▸ Assignment
What lines of the data below hold the string "other"? Copy each one.
=== Records for this exercise ===
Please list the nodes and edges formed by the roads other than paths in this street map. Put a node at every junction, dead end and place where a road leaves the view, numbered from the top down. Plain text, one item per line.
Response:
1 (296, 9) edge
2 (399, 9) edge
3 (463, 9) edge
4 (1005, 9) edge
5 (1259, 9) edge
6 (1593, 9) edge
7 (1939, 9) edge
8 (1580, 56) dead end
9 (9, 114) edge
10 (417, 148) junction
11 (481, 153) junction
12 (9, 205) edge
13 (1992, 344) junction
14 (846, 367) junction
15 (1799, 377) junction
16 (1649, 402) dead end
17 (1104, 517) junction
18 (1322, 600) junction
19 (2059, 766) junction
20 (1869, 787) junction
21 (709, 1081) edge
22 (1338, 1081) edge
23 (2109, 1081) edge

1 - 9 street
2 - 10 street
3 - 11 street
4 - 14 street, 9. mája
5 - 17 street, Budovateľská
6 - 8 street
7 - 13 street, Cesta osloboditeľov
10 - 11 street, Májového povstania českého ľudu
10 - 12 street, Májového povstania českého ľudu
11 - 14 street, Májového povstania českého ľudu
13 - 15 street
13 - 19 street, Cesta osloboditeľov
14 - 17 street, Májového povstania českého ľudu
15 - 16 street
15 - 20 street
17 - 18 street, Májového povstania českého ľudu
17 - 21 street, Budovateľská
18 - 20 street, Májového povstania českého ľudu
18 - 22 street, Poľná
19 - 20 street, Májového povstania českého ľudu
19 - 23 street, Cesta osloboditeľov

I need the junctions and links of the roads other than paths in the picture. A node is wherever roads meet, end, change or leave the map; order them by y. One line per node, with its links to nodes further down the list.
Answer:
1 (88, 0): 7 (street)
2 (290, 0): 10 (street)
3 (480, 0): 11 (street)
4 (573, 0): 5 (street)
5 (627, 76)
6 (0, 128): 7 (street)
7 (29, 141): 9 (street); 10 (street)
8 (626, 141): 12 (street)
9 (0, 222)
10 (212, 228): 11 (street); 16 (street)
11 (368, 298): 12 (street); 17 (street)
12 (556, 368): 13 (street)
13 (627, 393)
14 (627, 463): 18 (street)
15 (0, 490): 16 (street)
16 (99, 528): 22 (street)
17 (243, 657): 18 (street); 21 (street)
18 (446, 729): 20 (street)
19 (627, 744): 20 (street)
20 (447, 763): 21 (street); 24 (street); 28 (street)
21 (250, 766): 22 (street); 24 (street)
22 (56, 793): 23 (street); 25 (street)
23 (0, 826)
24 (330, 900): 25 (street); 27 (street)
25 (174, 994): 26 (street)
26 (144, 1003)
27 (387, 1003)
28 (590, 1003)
===
▸ Response area
Please list the nodes and edges formed by the roads other than paths in this street map. Put a node at every junction, dead end and place where a road leaves the view, numbered from the top down. Plain text, one item per line.
I need the junctions and links of the roads other than paths in the picture. A node is wherever roads meet, end, change or leave the map; order them by y. One line per node, with its links to nodes further down the list.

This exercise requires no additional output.